Let us assume you are offering a servicing agreement for vacuum cleaners. You might have obtained subscribers for your email marketing list from those who have bought a cleaner from you and now the guarantee period is over, they want to limit their risks. Or owners who bought elsewhere want to defend themselves against nasty surprises, and want predictable costs. Or perhaps those who wish to extend the life of the device and so save money.
If you have targeted your email marketing campaign to these three different groups then it makes sense to have three different landing pages. Whilst we will come on to the design of the landing page in a later article, you will probably have worked out that you should repeat the offer immediately on click through, and if the punch line varies, then you might well confuse the potential purchaser.
Further, you will have made modifications to your email marketing design to favour the preferences of that group segment: from funky colours for those setting up their first home to more staid for those who are hoping that this will be the last vacuum cleaner they will buy.
What about those who have just clicked through after an internet search? Firstly, you know little about them so your page will have the appearance of a flat just converted to let: likely to upset no one despite being bland. If you used this for those whose preferences you were aware of you would be missing a trick.

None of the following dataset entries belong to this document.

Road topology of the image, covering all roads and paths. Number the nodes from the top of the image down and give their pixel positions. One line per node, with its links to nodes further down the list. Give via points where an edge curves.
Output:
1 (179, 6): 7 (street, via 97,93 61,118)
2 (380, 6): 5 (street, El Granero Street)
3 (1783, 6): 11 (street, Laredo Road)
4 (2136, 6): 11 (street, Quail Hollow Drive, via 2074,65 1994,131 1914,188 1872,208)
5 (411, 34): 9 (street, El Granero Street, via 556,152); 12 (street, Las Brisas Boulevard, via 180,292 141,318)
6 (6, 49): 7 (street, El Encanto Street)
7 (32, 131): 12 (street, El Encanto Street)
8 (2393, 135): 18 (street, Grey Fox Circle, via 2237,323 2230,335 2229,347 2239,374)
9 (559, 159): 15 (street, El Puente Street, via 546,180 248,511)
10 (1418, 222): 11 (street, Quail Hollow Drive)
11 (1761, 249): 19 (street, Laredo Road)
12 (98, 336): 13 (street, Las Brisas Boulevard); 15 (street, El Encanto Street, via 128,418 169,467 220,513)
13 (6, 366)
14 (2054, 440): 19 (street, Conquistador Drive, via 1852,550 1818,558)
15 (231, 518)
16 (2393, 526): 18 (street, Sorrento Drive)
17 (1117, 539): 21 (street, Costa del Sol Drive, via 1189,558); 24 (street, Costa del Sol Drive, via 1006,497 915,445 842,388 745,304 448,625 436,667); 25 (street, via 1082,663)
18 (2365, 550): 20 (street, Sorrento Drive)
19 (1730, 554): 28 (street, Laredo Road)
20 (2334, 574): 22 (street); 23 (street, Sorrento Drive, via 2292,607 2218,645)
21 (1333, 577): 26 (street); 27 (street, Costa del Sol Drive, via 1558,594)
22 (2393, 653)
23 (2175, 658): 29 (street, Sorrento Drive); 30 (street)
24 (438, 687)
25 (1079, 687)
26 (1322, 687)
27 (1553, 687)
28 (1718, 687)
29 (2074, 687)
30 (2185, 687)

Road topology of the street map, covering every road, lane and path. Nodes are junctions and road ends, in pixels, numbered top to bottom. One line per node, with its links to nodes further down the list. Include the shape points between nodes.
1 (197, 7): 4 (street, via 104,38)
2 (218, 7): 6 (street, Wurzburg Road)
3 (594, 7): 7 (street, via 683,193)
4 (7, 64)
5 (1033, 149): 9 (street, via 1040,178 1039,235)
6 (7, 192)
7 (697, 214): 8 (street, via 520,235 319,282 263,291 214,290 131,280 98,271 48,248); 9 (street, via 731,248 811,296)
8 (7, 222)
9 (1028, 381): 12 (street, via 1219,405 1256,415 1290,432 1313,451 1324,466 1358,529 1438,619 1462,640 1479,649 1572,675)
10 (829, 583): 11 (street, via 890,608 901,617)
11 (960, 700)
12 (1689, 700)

Further, you should have a landing page optimised for search. The discipline is restrictive and keywords can be obstructive to flowing prose. It will contradict the most repeated mantra of landing page design: keep it simple.
If a potential customer can come via a search engine to the landing page then the criteria used might well indicate what kind of design they would prefer. There are more ways to work out what the person prefers.
If they came through the website, after clicking through from the technical specification then you can safely assume they need little additional information. They are already convinced.
Previous customers could need little more than your logo and corporate message to secure them, while it might be helpful for those wandering in from Google to have the reassurance of customer reviews.
You can see that there are many different routes to your landing page and its appearance should take this into consideration. It necessitates close control of the design and so having just the one is unrealistic.
Bespoke is your word for the day.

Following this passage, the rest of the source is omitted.